Dataset entries:

"""

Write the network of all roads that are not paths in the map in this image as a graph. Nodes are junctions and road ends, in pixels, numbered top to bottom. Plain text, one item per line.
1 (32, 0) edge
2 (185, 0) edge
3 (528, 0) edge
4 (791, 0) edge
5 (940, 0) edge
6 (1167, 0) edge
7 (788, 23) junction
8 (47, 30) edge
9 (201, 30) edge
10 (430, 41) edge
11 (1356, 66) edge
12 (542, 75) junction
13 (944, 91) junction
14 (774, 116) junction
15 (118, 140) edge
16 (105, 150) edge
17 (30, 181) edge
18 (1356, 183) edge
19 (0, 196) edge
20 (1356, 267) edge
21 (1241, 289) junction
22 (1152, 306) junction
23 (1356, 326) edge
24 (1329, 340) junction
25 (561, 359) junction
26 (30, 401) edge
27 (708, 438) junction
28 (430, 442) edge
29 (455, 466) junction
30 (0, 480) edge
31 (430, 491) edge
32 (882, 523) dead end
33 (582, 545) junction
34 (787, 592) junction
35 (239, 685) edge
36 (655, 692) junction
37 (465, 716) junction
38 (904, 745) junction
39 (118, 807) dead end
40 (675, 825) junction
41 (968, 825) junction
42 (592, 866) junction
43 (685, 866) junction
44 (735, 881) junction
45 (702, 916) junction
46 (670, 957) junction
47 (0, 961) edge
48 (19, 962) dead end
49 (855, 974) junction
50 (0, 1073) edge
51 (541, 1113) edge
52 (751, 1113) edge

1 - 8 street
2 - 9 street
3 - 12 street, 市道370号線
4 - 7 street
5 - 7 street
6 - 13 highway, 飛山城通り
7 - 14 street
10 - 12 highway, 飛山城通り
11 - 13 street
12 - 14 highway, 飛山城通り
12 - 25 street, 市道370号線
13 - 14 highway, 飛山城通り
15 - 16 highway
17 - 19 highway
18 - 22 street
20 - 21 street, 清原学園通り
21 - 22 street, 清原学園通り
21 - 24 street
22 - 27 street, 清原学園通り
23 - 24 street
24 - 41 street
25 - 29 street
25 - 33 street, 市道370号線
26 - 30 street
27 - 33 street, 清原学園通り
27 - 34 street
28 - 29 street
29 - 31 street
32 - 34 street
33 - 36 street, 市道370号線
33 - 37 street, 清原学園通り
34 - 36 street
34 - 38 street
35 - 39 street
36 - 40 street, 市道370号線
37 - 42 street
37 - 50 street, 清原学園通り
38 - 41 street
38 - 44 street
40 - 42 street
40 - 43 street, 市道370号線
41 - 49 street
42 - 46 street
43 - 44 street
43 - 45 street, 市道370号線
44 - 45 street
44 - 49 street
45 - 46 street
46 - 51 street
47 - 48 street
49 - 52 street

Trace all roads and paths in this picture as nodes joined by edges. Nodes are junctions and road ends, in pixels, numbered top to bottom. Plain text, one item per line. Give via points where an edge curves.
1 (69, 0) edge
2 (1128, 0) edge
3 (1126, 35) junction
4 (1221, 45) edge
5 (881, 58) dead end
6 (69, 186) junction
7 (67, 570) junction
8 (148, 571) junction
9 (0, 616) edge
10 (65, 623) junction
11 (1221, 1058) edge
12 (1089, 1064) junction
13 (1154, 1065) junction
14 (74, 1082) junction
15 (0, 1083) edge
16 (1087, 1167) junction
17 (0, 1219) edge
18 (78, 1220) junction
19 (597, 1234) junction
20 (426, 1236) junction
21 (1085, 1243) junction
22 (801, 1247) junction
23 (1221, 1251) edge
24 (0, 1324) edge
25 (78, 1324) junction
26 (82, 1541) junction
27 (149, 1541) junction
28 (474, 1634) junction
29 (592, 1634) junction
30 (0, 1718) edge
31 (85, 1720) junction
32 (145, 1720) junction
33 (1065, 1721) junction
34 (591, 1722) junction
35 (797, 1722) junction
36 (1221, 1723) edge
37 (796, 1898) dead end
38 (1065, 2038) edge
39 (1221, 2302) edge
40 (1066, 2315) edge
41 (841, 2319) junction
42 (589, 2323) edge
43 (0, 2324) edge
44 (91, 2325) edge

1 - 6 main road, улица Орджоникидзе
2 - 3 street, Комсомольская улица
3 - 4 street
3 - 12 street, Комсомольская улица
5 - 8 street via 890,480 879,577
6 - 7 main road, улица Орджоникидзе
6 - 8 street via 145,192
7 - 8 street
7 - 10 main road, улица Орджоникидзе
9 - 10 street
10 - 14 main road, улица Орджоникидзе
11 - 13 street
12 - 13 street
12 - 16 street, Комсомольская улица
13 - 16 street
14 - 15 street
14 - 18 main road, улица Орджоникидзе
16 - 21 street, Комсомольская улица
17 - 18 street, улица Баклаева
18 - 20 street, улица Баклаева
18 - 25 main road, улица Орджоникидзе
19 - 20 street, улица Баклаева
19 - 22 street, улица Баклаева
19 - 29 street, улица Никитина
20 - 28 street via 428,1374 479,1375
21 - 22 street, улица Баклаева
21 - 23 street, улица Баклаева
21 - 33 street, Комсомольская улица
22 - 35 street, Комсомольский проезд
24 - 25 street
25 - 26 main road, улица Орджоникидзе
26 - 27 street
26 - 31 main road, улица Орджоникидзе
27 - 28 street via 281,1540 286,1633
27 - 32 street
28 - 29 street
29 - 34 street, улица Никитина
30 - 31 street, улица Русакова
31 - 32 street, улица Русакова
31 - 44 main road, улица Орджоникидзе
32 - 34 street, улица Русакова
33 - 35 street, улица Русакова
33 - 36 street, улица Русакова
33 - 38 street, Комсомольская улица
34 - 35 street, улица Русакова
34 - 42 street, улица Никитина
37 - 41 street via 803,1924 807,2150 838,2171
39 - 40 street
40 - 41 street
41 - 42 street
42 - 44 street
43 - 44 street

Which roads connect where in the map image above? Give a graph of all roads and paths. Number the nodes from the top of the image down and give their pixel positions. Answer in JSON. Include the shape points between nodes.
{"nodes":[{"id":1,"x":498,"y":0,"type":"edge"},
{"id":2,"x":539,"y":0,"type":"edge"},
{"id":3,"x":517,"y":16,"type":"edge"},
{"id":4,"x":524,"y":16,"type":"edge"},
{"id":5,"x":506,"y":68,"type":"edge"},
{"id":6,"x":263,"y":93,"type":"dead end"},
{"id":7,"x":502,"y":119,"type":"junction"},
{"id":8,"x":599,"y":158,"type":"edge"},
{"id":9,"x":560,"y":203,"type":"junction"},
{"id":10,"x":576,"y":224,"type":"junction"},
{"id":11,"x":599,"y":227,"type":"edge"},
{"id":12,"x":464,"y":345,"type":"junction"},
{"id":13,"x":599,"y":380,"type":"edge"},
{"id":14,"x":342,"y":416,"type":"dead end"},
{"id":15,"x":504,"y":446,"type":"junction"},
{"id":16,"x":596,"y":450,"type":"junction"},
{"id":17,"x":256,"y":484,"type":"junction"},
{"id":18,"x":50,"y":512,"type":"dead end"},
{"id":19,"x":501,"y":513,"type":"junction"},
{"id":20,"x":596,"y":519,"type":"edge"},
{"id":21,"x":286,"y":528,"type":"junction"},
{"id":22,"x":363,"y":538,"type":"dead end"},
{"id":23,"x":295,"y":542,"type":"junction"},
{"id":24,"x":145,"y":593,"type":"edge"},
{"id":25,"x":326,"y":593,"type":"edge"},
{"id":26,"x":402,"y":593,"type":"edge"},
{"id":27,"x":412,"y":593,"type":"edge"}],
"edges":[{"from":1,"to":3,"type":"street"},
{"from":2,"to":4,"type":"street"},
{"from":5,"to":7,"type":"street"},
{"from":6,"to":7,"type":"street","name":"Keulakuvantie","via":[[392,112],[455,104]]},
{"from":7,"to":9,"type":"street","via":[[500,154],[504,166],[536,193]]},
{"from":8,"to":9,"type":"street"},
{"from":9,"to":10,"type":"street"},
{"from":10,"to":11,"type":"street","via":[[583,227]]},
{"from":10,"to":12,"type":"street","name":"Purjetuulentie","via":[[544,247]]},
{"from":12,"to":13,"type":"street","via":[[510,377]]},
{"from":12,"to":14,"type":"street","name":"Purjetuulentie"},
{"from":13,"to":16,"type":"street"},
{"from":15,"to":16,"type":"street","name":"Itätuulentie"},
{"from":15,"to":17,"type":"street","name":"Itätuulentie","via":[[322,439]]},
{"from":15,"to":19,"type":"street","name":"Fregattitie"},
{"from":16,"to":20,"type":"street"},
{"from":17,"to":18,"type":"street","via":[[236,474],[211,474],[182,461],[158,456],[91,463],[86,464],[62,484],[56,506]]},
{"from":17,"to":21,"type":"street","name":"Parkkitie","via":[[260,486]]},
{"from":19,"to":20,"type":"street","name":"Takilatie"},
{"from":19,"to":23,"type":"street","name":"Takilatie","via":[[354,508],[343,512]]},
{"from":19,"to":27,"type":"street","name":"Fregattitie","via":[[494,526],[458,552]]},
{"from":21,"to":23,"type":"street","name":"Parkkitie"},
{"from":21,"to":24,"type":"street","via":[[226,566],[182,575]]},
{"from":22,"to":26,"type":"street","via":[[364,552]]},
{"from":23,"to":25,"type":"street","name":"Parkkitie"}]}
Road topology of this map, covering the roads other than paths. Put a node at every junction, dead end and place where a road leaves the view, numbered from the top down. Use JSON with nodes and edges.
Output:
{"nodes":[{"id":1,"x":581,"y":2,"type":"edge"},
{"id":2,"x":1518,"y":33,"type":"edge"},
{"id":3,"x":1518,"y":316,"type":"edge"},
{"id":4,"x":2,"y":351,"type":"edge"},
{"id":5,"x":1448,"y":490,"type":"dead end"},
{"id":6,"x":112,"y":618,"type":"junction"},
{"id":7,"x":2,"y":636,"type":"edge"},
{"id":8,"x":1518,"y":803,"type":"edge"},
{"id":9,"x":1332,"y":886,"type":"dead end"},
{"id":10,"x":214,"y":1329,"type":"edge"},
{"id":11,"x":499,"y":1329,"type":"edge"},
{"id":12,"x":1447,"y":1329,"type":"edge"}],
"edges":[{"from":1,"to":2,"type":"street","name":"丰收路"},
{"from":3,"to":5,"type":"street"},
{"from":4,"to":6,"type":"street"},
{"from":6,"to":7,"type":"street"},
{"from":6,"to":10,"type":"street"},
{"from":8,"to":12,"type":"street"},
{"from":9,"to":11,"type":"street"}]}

"""

» Directions
Please list every line of the records that contains "bottom".

» Reply to the exercise
Write the network of all roads that are not paths in the map in this image as a graph. Nodes are junctions and road ends, in pixels, numbered top to bottom. Plain text, one item per line.
Trace all roads and paths in this picture as nodes joined by edges. Nodes are junctions and road ends, in pixels, numbered top to bottom. Plain text, one item per line. Give via points where an edge curves.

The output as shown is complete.